LA RÉVOLUTION AU SENS PREMIER DU TERME.
Les 15 membres du Conseil de sécurité ont tenu des consultations à huis clos sur un projet de résolution élaboré par le Royaume Uni pour renouveler le mandat de la force hybride ONU-UA (Union africaine) au Darfour (UNAMID), qui expirera jeudi.
Le président du Conseil de sécurité pour le mois de juillet, l'ambassadeur vietnamien Le Luong Minh a révélé que les membres se sont mis d'accord sur "plusieurs éléments du projet", tels que la nécessité de prolonger la mission ainsi que les mesures destinées à assurer l'efficacité des opérations.
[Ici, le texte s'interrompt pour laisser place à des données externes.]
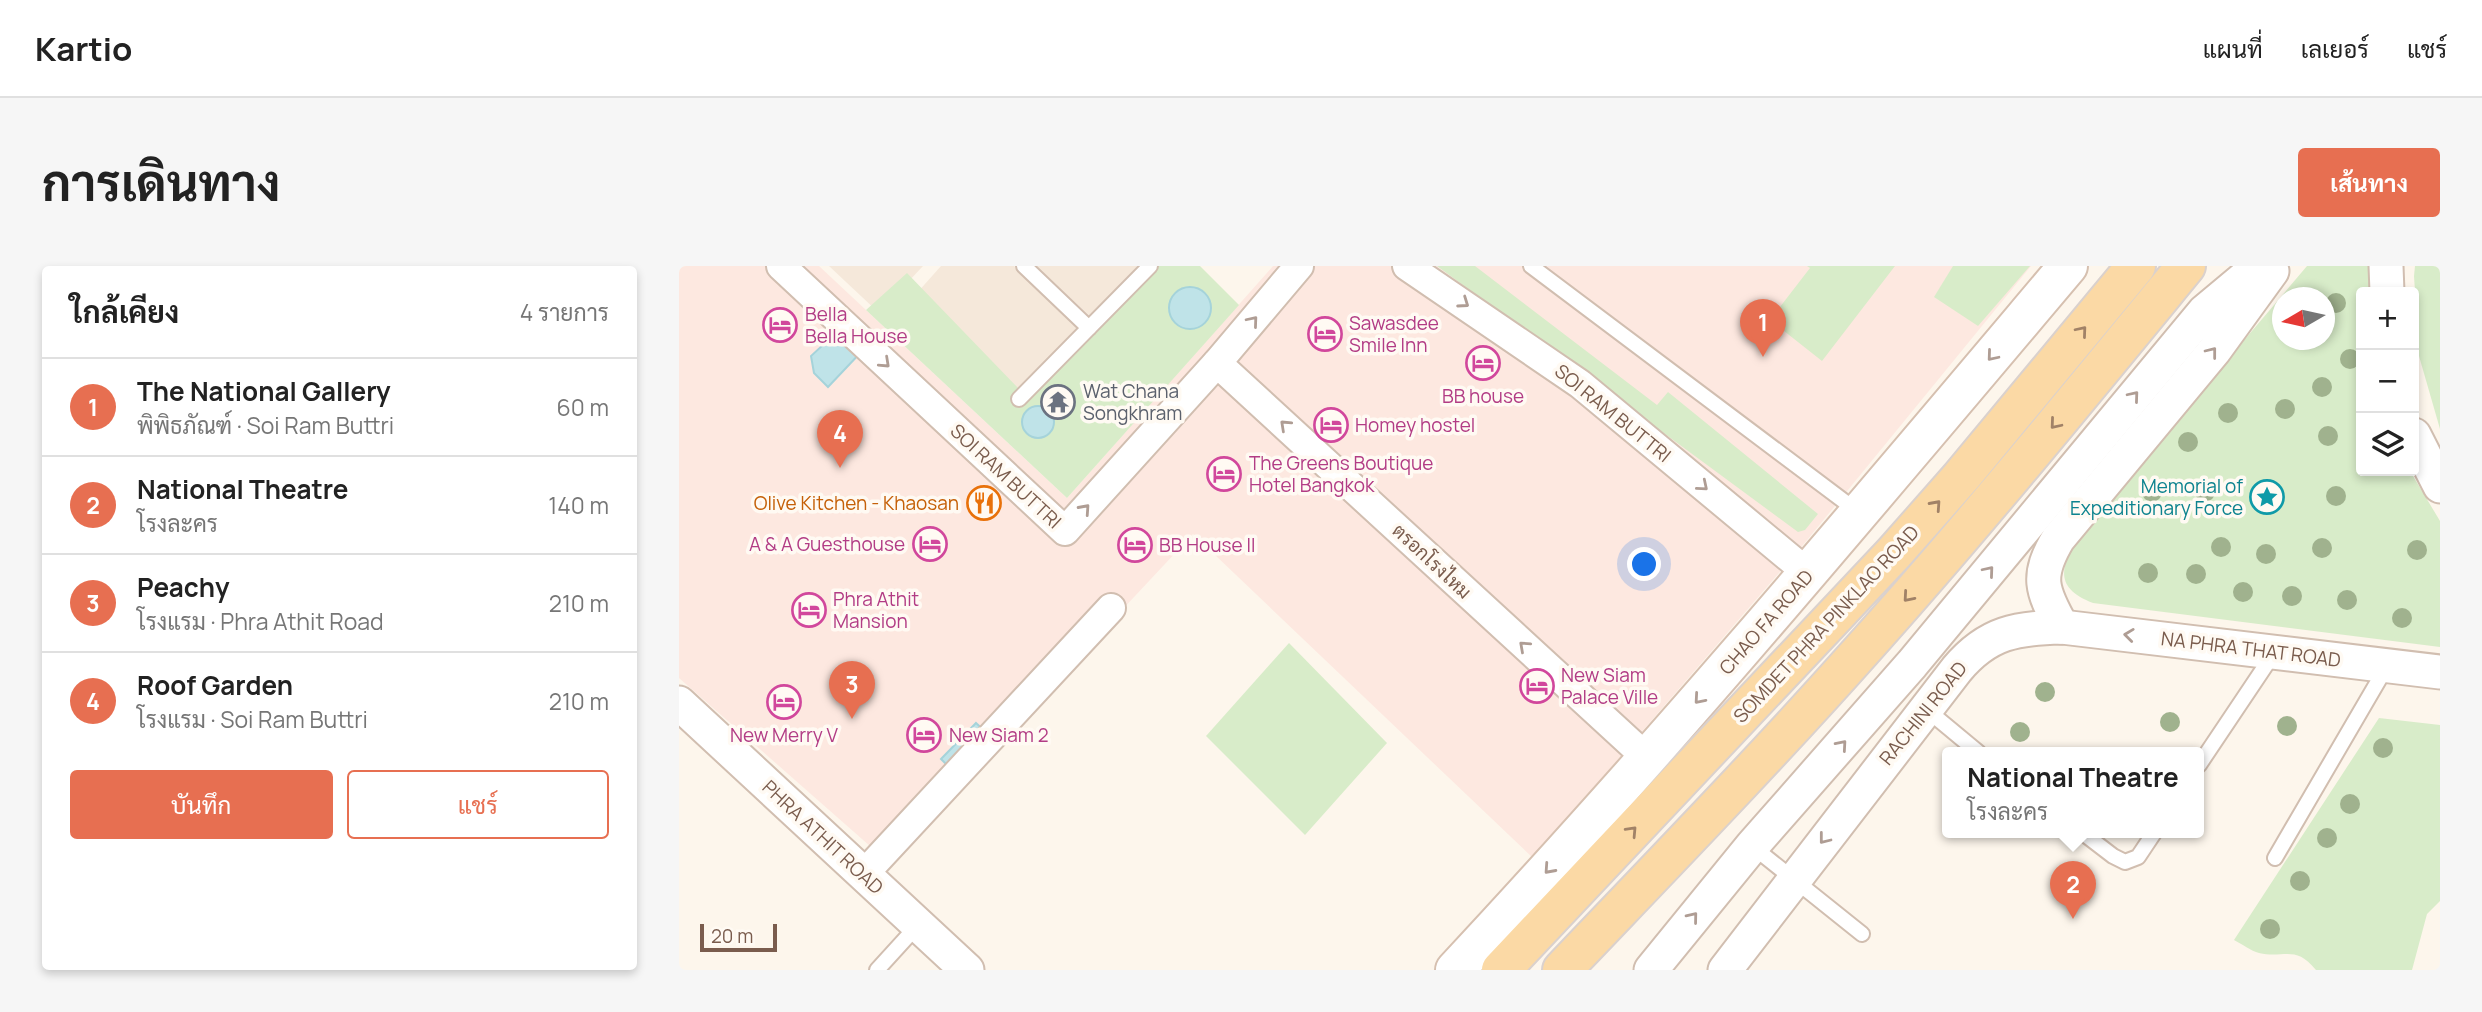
<!DOCTYPE html>
<html lang="th">
<meta charset="utf-8">
<style>
body{margin:0;font-family:Manrope,Sarabun,sans-serif;background:#f6f6f6;color:#222}
.controls{position:absolute;right:21px;top:21px;display:grid;overflow:hidden;border-radius:7px;box-shadow:0 4px 10px #0003}
.controls button{width:63px;height:63px;display:grid;place-items:center;padding:0;border:0;border-bottom:2px solid #e0e0e0;background:#fff;color:#222;font:35px sans-serif}
.compass{position:absolute;left:1593px;top:21px;width:63px;height:63px;border-radius:50%;background:#fff;box-shadow:0 4px 10px #0003;rotate:261deg}
.scale{position:absolute;left:21px;bottom:18px;width:77px;box-sizing:border-box;padding-left:7px;border:4px solid #7a5c4d;border-top:0;font-size:19px;line-height:24px;white-space:nowrap;color:#7a5c4d;-webkit-text-stroke:5px #fffaf3;paint-order:stroke}
.you{position:absolute;left:966px;top:299px;width:24px;height:24px;margin:-18px;border:5px solid #fff;border-radius:50%;background:#1a73e8;box-shadow:0 0 0 10px #1a73e833}
.badge{display:grid;place-items:center;width:46px;height:46px;border-radius:50%;background:#e76f51;color:#fff;font-size:23px;font-weight:700}
.pin{position:absolute;translate:-50% -58px;filter:drop-shadow(0 2px 4px #0008)}
.pin::after{content:'';position:absolute;top:37px;width:24px;height:21px;background:inherit;clip-path:polygon(0 0,100% 0,50% 100%)}
.popup{position:absolute;left:1263px;top:481px;width:262px;height:91px;box-sizing:border-box;display:grid;place-content:center;border-radius:7px;background:#fff;filter:drop-shadow(0 2px 5px #0005);font-size:23px;white-space:nowrap;color:#767676}
.popup b{font-size:26px;color:#222}
.popup::after{content:'';position:absolute;left:50%;top:100%;margin-left:-14px;border:14px solid transparent;border-top-color:#fff}
.list{margin:0;padding:0;list-style:none}
h2{display:flex;justify-content:space-between;align-items:center;height:91px;margin:0;padding:0 28px;font-size:30px}
h2 small{font-size:23px;font-weight:400;color:#767676}
.list li{display:grid;grid-template-columns:46px 1fr auto;gap:21px;align-items:center;box-sizing:border-box;height:98px;padding:0 28px;border-top:2px solid #e0e0e0}
.list b{display:block;font-size:26px;white-space:nowrap}
.list p{margin:0;font-size:23px;white-space:nowrap;color:#767676}
.list em{font-size:23px;font-style:normal;color:#767676}
.actions{display:flex;gap:14px;padding:21px 28px}
.actions a{flex:1;padding:16px 0;border:2px solid #e76f51;border-radius:7px;text-align:center;font-size:24px;color:#e76f51}
.actions .main{background:#e76f51;color:#fff}
.icon{flex:none;width:38px;height:38px;fill:none;stroke:currentColor;stroke-width:2;stroke-linecap:round;stroke-linejoin:round}
.map{position:relative;flex:none;width:1761px;height:704px;overflow:hidden;border-radius:7px}
header{display:flex;align-items:center;gap:42px;box-sizing:border-box;height:98px;padding:0 35px;background:#fff;border-bottom:2px solid #e0e0e0}
header strong{font-size:33px}
nav{display:flex;gap:38px;margin-inline-start:auto;font-size:24px}
.intro{display:flex;align-items:center;justify-content:space-between;box-sizing:border-box;height:168px;padding:0 42px}
h1{margin:0;font-size:49px}
.button{padding:18px 32px;border-radius:7px;background:#e76f51;color:#fff;font-size:24px;font-weight:700}
main{display:flex;gap:42px;padding:0 42px}
aside{flex:1;background:#fff;border-radius:7px;box-shadow:0 4px 10px #0003}
.map>svg:first-child{display:block}
.residential{fill:#f5e8da}
.commercial{fill:#fde8e0}
.green{fill:#d8ecc9;fill-rule:evenodd}
.water{fill:#bfe3e8;stroke:#a5d3da;stroke-width:2}
.lines{fill:none;stroke-linecap:round;stroke-linejoin:round}
.service-casing{stroke:#d1beb0;stroke-width:18}
.minor-casing{stroke:#d1beb0;stroke-width:32}
.tertiary-casing{stroke:#d1beb0;stroke-width:37}
.secondary-casing{stroke:#d6c0b0;stroke-width:42}
.primary-casing{stroke:#dad1cd;stroke-width:42}
.service{stroke:#fff;stroke-width:14}
.minor{stroke:#fff;stroke-width:28}
.tertiary{stroke:#fff;stroke-width:33}
.secondary{stroke:#fff;stroke-width:38}
.primary{stroke:#fbd9a5;stroke-width:38}
.tree{fill:#a0b28e}
.oneway{stroke:#af9d94}
.oneway2{stroke:#a18267}
.labels{text-anchor:middle;dominant-baseline:central;stroke-width:7;stroke-linejoin:round;paint-order:stroke}
.hotel-label{font-size:19px;fill:#b23c85;stroke:#fffaf3;text-anchor:start}
.worship-label{font-size:19px;fill:#5b616d;stroke:#fffaf3;text-anchor:start}
.street-label{font-size:19px;fill:#7a5c4d;stroke:#fffaf3}
.culture-label{font-size:19px;fill:#0d838f;stroke:#fffaf3;text-anchor:end}
.food-label{font-size:19px;fill:#c56008;stroke:#fffaf3;text-anchor:end}
</style>
<header>
<strong>Kartio</strong>
<nav><a>แผนที่</a><a>เลเยอร์</a><a>แชร์</a></nav>
</header>
<div class="intro"><h1>การเดินทาง</h1><a class="button">เส้นทาง</a></div>
<main>
<aside>
<h2>ใกล้เคียง<small>4 รายการ</small></h2>
<ul class="list">
<li><span class="badge">1</span><div><b>The National Gallery</b><p>พิพิธภัณฑ์ · Soi Ram Buttri</p></div><em>60 m</em></li>
<li><span class="badge">2</span><div><b>National Theatre</b><p>โรงละคร</p></div><em>140 m</em></li>
<li><span class="badge">3</span><div><b>Peachy</b><p>โรงแรม · Phra Athit Road</p></div><em>210 m</em></li>
<li><span class="badge">4</span><div><b>Roof Garden</b><p>โรงแรม · Soi Ram Buttri</p></div><em>210 m</em></li>
</ul>
<div class="actions"><a class="main">บันทึก</a><a>แชร์</a></div>
</aside>
<div class="map">
<svg width="1761" height="704" viewBox="0 0 1761 704">
<rect width="100%" height="100%" fill="#fdf6ec"/>
<!-- residential -->
<g class="residential">
<path d="M150 0H244L200 47Z"/>
<path d="M262 0H335L402 63 334 135 229 37Z"/>
<path d="M357 0H463L414 53Z"/>
</g>
<!-- commercial -->
<path class="commercial" d="M0 0H140L388 232 594 0H1352L1124 279 854 592 514 268 208 595 0 412Z"/>
<!-- green -->
<g class="green">
<path d="M474 0H521L560 39 388 232 187 44 228 7 339 122Z"/>
<path d="M758 0H796L978 139 989 126 1139 248 1126 264 1119 266Z"/>
<path d="M1128 0H1216L1143 95 1091 54 1131 2Z"/>
<path d="M1274 0H1351L1299 60 1255 31Z"/>
<path d="M1628 0H1691L1692 26H1682V205H1731L1761 255V381L1414 337C1373 321 1383 300 1399 270ZM1604 32H1646V74H1604Z"/>
<path d="M1736 0H1761V163L1740 90 1735 10Z"/>
<path d="M610 377 708 477 626 569 527 470Z"/>
<path d="M1700 452 1761 459V635L1748 648 1733 704H1637C1616 678 1605 693 1580 687 1572 685 1563 678 1555 674Z"/>
</g>
<!-- water -->
<g class="water">
<circle cx="511" cy="42" r="21"/>
<path d="M160 64 184 84 149 121 135 107 132 90Z"/>
<circle cx="359" cy="156" r="16"/>
<path d="M297 457 310 469 274 505 262 493Z"/>
</g>
<g class="lines">
<!-- service casing -->
<g class="service-casing">
<g id="service">
<path d="M345 0 410 62"/>
<path d="M852 0 1178 245"/>
<path d="M340 133 471 0"/>
<path d="M1247 443 1300 487"/>
<path d="M1520 499 1595 387"/>
<path d="M1404 567 1434 590 1446 596 1459 591 1475 567"/>
<path d="M1073 580 1183 668"/>
<path d="M1596 592 1708 400"/>
<path d="M198 704 239 659"/>
</g>
</g>
<!-- minor casing -->
<g class="minor-casing">
<g id="minor">
<path d="M102 0 386 265 538 97 620 0"/>
<path d="M728 0 901 118 1130 308"/>
<path d="M538 97 968 492"/>
<path d="M184 609 432 342"/>
</g>
</g>
<!-- tertiary casing -->
<g class="tertiary-casing">
<g id="tertiary">
<path d="M1707 0 1708 26"/>
<path d="M1735 169 1761 220"/>
<path d="M1383 361C1362 324 1357 310 1379 273L1535 85 1593 5"/>
<path d="M0 437 288 704"/>
<path d="M972 704 1073 580 1233 398 1525 46 1580 0"/>
<path d="M1046 704 1278 403C1309 366 1338 362 1383 361L1761 406"/>
</g>
</g>
<!-- secondary casing -->
<g class="secondary-casing">
<path id="secondary" d="M776 704C988 477 1188 238 1389 0"/>
</g>
<!-- primary casing -->
<g class="primary-casing">
<g id="primary">
<path d="M822 704 1215 287 1282 211 1457 0"/>
<path d="M883 704C984 598 1086 493 1183 384 1295 259 1401 129 1507 0"/>
</g>
</g>
<!-- service -->
<use href="#service" class="service"/>
<!-- minor -->
<use href="#minor" class="minor"/>
<!-- tertiary -->
<use href="#tertiary" class="tertiary"/>
<!-- secondary -->
<use href="#secondary" class="secondary"/>
<!-- primary -->
<use href="#primary" class="primary"/>
</g>
<!-- trees -->
<g class="tree">
<circle cx="1657" cy="37" r="10"/>
<circle cx="1671" cy="93" r="10"/>
<circle cx="1643" cy="121" r="10"/>
<circle cx="1606" cy="143" r="10"/>
<circle cx="1549" cy="147" r="10"/>
<circle cx="1649" cy="170" r="10"/>
<circle cx="1509" cy="176" r="10"/>
<circle cx="1473" cy="226" r="10"/>
<circle cx="1526" cy="226" r="10"/>
<circle cx="1657" cy="230" r="10"/>
<circle cx="1542" cy="281" r="10"/>
<circle cx="1643" cy="282" r="10"/>
<circle cx="1738" cy="284" r="10"/>
<circle cx="1587" cy="288" r="10"/>
<circle cx="1469" cy="307" r="10"/>
<circle cx="1517" cy="308" r="10"/>
<circle cx="1564" cy="326" r="10"/>
<circle cx="1613" cy="330" r="10"/>
<circle cx="1668" cy="334" r="10"/>
<circle cx="1723" cy="352" r="10"/>
<circle cx="1366" cy="426" r="10"/>
<circle cx="1491" cy="456" r="10"/>
<circle cx="1608" cy="460" r="10"/>
<circle cx="1341" cy="466" r="10"/>
<circle cx="1704" cy="482" r="10"/>
<circle cx="1671" cy="538" r="10"/>
<circle cx="1648" cy="572" r="10"/>
<circle cx="1621" cy="615" r="10"/>
<circle cx="1591" cy="663" r="10"/>
</g>
<!-- one-way arrows -->
<defs><path id="oneway-chevron" d="M-2-3.5L2.5 0L-2 3.5" fill="none" stroke-width="1.6" stroke-linecap="round" stroke-linejoin="round" transform="scale(1.75)"/></defs>
<g class="oneway">
<use href="#oneway-chevron" transform="translate(785 37) rotate(35)"/>
<use href="#oneway-chevron" transform="translate(574 55) rotate(-50)"/>
<use href="#oneway-chevron" transform="translate(1533 86) rotate(-52)"/>
<use href="#oneway-chevron" transform="translate(1313 90) rotate(130)"/>
<use href="#oneway-chevron" transform="translate(206 97) rotate(43)"/>
<use href="#oneway-chevron" transform="translate(1455 130) rotate(-50)"/>
<use href="#oneway-chevron" transform="translate(606 159) rotate(-137)"/>
<use href="#oneway-chevron" transform="translate(1024 220) rotate(40)"/>
<use href="#oneway-chevron" transform="translate(406 243) rotate(-48)"/>
<use href="#oneway-chevron" transform="translate(1310 305) rotate(-50)"/>
<use href="#oneway-chevron" transform="translate(1450 369) rotate(-173)"/>
<use href="#oneway-chevron" transform="translate(845 380) rotate(-138)"/>
<use href="#oneway-chevron" transform="translate(1020 433) rotate(131)"/>
<use href="#oneway-chevron" transform="translate(1163 479) rotate(-49)"/>
<use href="#oneway-chevron" transform="translate(1145 573) rotate(128)"/>
<use href="#oneway-chevron" transform="translate(870 603) rotate(132)"/>
<use href="#oneway-chevron" transform="translate(1014 651) rotate(-51)"/>
</g>
<g class="oneway2">
<use href="#oneway-chevron" transform="translate(1403 65) rotate(-50)"/>
<use href="#oneway-chevron" transform="translate(1376 158) rotate(130)"/>
<use href="#oneway-chevron" transform="translate(1257 239) rotate(-48)"/>
<use href="#oneway-chevron" transform="translate(1229 331) rotate(131)"/>
<use href="#oneway-chevron" transform="translate(953 565) rotate(-47)"/>
</g>
<!-- icons -->
<defs>
<g id="hotel-ring" transform="scale(1.75)"><circle r="9.5" fill="#fffaf3" stroke="#d1479c" stroke-width="1.5"/><path d="M-6-4.5h1.5V1H6V5H4.5V3h-9V5H-6ZM-4 0a1.8 1.8 0 1 1 3.6 0ZM.5 0V-2.5h3Q6-2.5 6 0Z" fill="#d1479c"/></g>
<g id="temple-ring" transform="scale(1.75)"><circle r="9.5" fill="#fffaf3" stroke="#6b7280" stroke-width="1.5"/><path d="M0-6L5-2H3V0L6.5 2.5H4V6H1.5V3h-3V6H-4V2.5H-6.5L-3 0V-2H-5Z" fill="#6b7280"/></g>
<g id="sight-ring" transform="scale(1.75)"><circle r="9.5" fill="#fffaf3" stroke="#0f9aa8" stroke-width="1.5"/><path d="M0-6L1.8-2.2L6-1.7L2.9 1.2L3.7 5.4L0 3.3L-3.7 5.4L-2.9 1.2L-6-1.7L-1.8-2.2Z" fill="#0f9aa8"/></g>
<g id="restaurant-ring" transform="scale(1.75)"><circle r="9.5" fill="#fffaf3" stroke="#e8710a" stroke-width="1.5"/><path d="M-5-6h1v4h1v-4h1v4h1v-4h1v5L-1.5 .5V6h-2V.5L-5-1ZM5-6V6H3V1.5H1.5Q1.5-4 5-6Z" fill="#e8710a"/></g>
</defs>
<g fill-rule="evenodd">
<use href="#hotel-ring" x="101" y="59"/>
<use href="#hotel-ring" x="646" y="68"/>
<use href="#hotel-ring" x="804" y="97"/>
<use href="#temple-ring" x="379" y="136"/>
<use href="#hotel-ring" x="652" y="159"/>
<use href="#hotel-ring" x="545" y="208"/>
<use href="#sight-ring" x="1588" y="231"/>
<use href="#restaurant-ring" x="305" y="237"/>
<use href="#hotel-ring" x="251" y="278"/>
<use href="#hotel-ring" x="456" y="279"/>
<use href="#hotel-ring" x="130" y="344"/>
<use href="#hotel-ring" x="858" y="420"/>
<use href="#hotel-ring" x="105" y="436"/>
<use href="#hotel-ring" x="245" y="469"/>
</g>
<g class="labels">
<!-- hotel labels -->
<g class="hotel-label">
<text x="126" y="48">Bella<tspan x="126" dy="22">Bella House</tspan></text>
<text x="670" y="57">Sawasdee<tspan x="670" dy="22">Smile Inn</tspan></text>
<text x="804" y="130" text-anchor="middle">BB house</text>
<text x="676" y="159">Homey hostel</text>
<text x="570" y="197">The Greens Boutique<tspan x="570" dy="22">Hotel Bangkok</tspan></text>
<text x="226" y="278" text-anchor="end">A &amp; A Guesthouse</text>
<text x="480" y="279">BB House II</text>
<text x="154" y="333">Phra Athit<tspan x="154" dy="22">Mansion</tspan></text>
<text x="882" y="409">New Siam<tspan x="882" dy="22">Palace Ville</tspan></text>
<text x="105" y="469" text-anchor="middle">New Merry V</text>
<text x="270" y="469">New Siam 2</text>
</g>
<!-- worship labels -->
<g class="worship-label">
<text x="404" y="125">Wat Chana<tspan x="404" dy="22">Songkhram</tspan></text>
</g>
<!-- street labels -->
<g class="street-label">
<text transform="translate(934 147) rotate(39)">SOI RAM BUTTRI</text>
<text transform="translate(327 210) rotate(43)">SOI RAM BUTTRI</text>
<text transform="translate(753 295) rotate(43)">ตรอกโรงไหม</text>
<text transform="translate(1087 356) rotate(-49)">CHAO FA ROAD</text>
<text transform="translate(1147 358) rotate(-47)">SOMDET PHRA PINKLAO ROAD</text>
<text transform="translate(1572 383) rotate(7)">NA PHRA THAT ROAD</text>
<text transform="translate(1244 447) rotate(-51)">RACHINI ROAD</text>
<text transform="translate(144 571) rotate(43)">PHRA ATHIT ROAD</text>
</g>
<!-- culture labels -->
<g class="culture-label">
<text x="1564" y="220">Memorial of<tspan x="1564" dy="22">Expeditionary Force</tspan></text>
</g>
<!-- food labels -->
<g class="food-label">
<text x="280" y="237">Olive Kitchen - Khaosan</text>
</g>
</g>
</svg>
<div class="controls">
<button>+</button>
<button>−</button>
<button><svg class="icon" aria-label="layers" viewBox="0 0 24 24"><path d="M12 4l9 5-9 5-9-5zM3 14l9 5 9-5"/></svg></button>
</div>
<svg class="compass" viewBox="-18 -18 36 36"><path d="M0-13l5 13h-10z" fill="#e53935"/><path d="M0 13l5-13h-10z" fill="#767676"/></svg>
<div class="scale">20 m</div>
<div class="you"></div>
<div class="pin badge" style="left:1084px;top:91px">1</div>
<div class="pin badge" style="left:1394px;top:653px">2</div>
<div class="popup"><b>National Theatre</b>โรงละคร</div>
<div class="pin badge" style="left:173px;top:453px">3</div>
<div class="pin badge" style="left:161px;top:202px">4</div>
</div>
</main>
L'Afrique du Sud et la Libye ont essayé d'introduire dans le projet de résolution un paragraphe réclamant la suspension des poursuites judiciaires de la CPI contre M. el-Béchir. Cette initiative a rencontré l'opposition de certains pays de l'Occident à savoir les Etats-Unis et la France, selon des sources diplomatiques.
D'autres membres du Conseil de sécurité ont souhaité l'introduction de ce paragraphe, "en vue d'éviter tout effet négatif sur les opérations de l'UNAMID et sur le processus politique au Darfour et au Soudan", a précisé M. Le.
Il a indiqué que le Vietnam était préoccupé du fait que ces poursuites judiciaires risquaient d'avoir un impact négatif sur la résolution du problème du Darfour.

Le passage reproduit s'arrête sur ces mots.